◆ WHAT THE TASK REQUIRES:
Please repeat the data in full, character for character.

◆ Source records:
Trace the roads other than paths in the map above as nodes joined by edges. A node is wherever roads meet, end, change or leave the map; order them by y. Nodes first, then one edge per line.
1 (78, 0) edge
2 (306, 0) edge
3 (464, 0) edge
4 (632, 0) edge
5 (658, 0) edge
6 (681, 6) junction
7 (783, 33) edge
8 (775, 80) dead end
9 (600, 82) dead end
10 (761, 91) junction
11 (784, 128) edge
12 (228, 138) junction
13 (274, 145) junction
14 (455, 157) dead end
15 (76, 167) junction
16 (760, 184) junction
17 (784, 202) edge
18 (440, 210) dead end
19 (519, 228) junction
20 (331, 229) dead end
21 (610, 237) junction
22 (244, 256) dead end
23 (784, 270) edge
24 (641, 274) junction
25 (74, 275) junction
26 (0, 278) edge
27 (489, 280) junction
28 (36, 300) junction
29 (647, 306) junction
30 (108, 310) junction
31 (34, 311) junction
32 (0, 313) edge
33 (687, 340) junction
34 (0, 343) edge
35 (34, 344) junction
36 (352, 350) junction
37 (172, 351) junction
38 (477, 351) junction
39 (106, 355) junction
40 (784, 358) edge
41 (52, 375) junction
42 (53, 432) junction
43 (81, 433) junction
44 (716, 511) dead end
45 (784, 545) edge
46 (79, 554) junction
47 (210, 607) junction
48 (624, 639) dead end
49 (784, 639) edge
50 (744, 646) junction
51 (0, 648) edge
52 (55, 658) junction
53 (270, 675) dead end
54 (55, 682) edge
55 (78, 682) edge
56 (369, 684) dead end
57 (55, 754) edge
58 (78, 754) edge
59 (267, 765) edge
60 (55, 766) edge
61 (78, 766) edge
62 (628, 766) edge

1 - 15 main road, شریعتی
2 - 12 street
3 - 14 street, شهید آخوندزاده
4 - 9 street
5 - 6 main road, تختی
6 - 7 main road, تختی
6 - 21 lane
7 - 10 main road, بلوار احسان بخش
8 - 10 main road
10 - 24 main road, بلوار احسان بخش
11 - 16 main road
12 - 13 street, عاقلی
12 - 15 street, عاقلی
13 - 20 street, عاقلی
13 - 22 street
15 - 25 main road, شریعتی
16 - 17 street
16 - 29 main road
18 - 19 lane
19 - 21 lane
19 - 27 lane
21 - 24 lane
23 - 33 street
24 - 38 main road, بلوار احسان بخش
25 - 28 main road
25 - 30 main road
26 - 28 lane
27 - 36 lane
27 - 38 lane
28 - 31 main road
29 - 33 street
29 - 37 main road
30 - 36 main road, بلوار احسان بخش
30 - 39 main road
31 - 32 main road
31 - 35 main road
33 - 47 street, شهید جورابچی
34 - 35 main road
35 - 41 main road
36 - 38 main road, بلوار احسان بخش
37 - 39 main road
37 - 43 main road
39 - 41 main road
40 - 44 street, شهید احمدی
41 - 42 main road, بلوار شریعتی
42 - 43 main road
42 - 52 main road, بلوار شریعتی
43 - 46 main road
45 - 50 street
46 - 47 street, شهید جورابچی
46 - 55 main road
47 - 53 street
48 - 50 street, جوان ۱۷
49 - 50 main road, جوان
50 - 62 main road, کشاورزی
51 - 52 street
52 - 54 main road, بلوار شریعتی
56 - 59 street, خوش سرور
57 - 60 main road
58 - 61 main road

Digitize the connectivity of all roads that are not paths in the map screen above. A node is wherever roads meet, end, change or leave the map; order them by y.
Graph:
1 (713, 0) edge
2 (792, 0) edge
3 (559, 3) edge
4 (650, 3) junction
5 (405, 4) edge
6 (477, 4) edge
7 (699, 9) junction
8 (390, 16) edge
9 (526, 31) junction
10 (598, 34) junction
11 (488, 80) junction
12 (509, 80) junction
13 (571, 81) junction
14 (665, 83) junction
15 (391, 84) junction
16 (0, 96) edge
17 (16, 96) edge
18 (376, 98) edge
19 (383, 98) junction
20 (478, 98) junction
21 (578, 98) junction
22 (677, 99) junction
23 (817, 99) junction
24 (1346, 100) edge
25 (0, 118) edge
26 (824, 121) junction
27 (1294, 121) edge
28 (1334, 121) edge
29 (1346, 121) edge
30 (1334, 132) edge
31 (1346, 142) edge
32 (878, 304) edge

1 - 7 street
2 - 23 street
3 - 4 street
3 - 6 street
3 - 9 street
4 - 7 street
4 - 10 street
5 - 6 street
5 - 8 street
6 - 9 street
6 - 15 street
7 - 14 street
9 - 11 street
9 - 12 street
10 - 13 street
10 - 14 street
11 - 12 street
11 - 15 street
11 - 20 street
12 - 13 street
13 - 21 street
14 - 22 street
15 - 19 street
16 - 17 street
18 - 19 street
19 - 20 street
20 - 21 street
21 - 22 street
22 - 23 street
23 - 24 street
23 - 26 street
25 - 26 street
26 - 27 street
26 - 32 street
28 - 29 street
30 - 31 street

◆ OUTPUT FOR THIS TASK:
Trace the roads other than paths in the map above as nodes joined by edges. A node is wherever roads meet, end, change or leave the map; order them by y. Nodes first, then one edge per line.
1 (78, 0) edge
2 (306, 0) edge
3 (464, 0) edge
4 (632, 0) edge
5 (658, 0) edge
6 (681, 6) junction
7 (783, 33) edge
8 (775, 80) dead end
9 (600, 82) dead end
10 (761, 91) junction
11 (784, 128) edge
12 (228, 138) junction
13 (274, 145) junction
14 (455, 157) dead end
15 (76, 167) junction
16 (760, 184) junction
17 (784, 202) edge
18 (440, 210) dead end
19 (519, 228) junction
20 (331, 229) dead end
21 (610, 237) junction
22 (244, 256) dead end
23 (784, 270) edge
24 (641, 274) junction
25 (74, 275) junction
26 (0, 278) edge
27 (489, 280) junction
28 (36, 300) junction
29 (647, 306) junction
30 (108, 310) junction
31 (34, 311) junction
32 (0, 313) edge
33 (687, 340) junction
34 (0, 343) edge
35 (34, 344) junction
36 (352, 350) junction
37 (172, 351) junction
38 (477, 351) junction
39 (106, 355) junction
40 (784, 358) edge
41 (52, 375) junction
42 (53, 432) junction
43 (81, 433) junction
44 (716, 511) dead end
45 (784, 545) edge
46 (79, 554) junction
47 (210, 607) junction
48 (624, 639) dead end
49 (784, 639) edge
50 (744, 646) junction
51 (0, 648) edge
52 (55, 658) junction
53 (270, 675) dead end
54 (55, 682) edge
55 (78, 682) edge
56 (369, 684) dead end
57 (55, 754) edge
58 (78, 754) edge
59 (267, 765) edge
60 (55, 766) edge
61 (78, 766) edge
62 (628, 766) edge

1 - 15 main road, شریعتی
2 - 12 street
3 - 14 street, شهید آخوندزاده
4 - 9 street
5 - 6 main road, تختی
6 - 7 main road, تختی
6 - 21 lane
7 - 10 main road, بلوار احسان بخش
8 - 10 main road
10 - 24 main road, بلوار احسان بخش
11 - 16 main road
12 - 13 street, عاقلی
12 - 15 street, عاقلی
13 - 20 street, عاقلی
13 - 22 street
15 - 25 main road, شریعتی
16 - 17 street
16 - 29 main road
18 - 19 lane
19 - 21 lane
19 - 27 lane
21 - 24 lane
23 - 33 street
24 - 38 main road, بلوار احسان بخش
25 - 28 main road
25 - 30 main road
26 - 28 lane
27 - 36 lane
27 - 38 lane
28 - 31 main road
29 - 33 street
29 - 37 main road
30 - 36 main road, بلوار احسان بخش
30 - 39 main road
31 - 32 main road
31 - 35 main road
33 - 47 street, شهید جورابچی
34 - 35 main road
35 - 41 main road
36 - 38 main road, بلوار احسان بخش
37 - 39 main road
37 - 43 main road
39 - 41 main road
40 - 44 street, شهید احمدی
41 - 42 main road, بلوار شریعتی
42 - 43 main road
42 - 52 main road, بلوار شریعتی
43 - 46 main road
45 - 50 street
46 - 47 street, شهید جورابچی
46 - 55 main road
47 - 53 street
48 - 50 street, جوان ۱۷
49 - 50 main road, جوان
50 - 62 main road, کشاورزی
51 - 52 street
52 - 54 main road, بلوار شریعتی
56 - 59 street, خوش سرور
57 - 60 main road
58 - 61 main road

Digitize the connectivity of all roads that are not paths in the map screen above. A node is wherever roads meet, end, change or leave the map; order them by y.
Graph:
1 (713, 0) edge
2 (792, 0) edge
3 (559, 3) edge
4 (650, 3) junction
5 (405, 4) edge
6 (477, 4) edge
7 (699, 9) junction
8 (390, 16) edge
9 (526, 31) junction
10 (598, 34) junction
11 (488, 80) junction
12 (509, 80) junction
13 (571, 81) junction
14 (665, 83) junction
15 (391, 84) junction
16 (0, 96) edge
17 (16, 96) edge
18 (376, 98) edge
19 (383, 98) junction
20 (478, 98) junction
21 (578, 98) junction
22 (677, 99) junction
23 (817, 99) junction
24 (1346, 100) edge
25 (0, 118) edge
26 (824, 121) junction
27 (1294, 121) edge
28 (1334, 121) edge
29 (1346, 121) edge
30 (1334, 132) edge
31 (1346, 142) edge
32 (878, 304) edge

1 - 7 street
2 - 23 street
3 - 4 street
3 - 6 street
3 - 9 street
4 - 7 street
4 - 10 street
5 - 6 street
5 - 8 street
6 - 9 street
6 - 15 street
7 - 14 street
9 - 11 street
9 - 12 street
10 - 13 street
10 - 14 street
11 - 12 street
11 - 15 street
11 - 20 street
12 - 13 street
13 - 21 street
14 - 22 street
15 - 19 street
16 - 17 street
18 - 19 street
19 - 20 street
20 - 21 street
21 - 22 street
22 - 23 street
23 - 24 street
23 - 26 street
25 - 26 street
26 - 27 street
26 - 32 street
28 - 29 street
30 - 31 street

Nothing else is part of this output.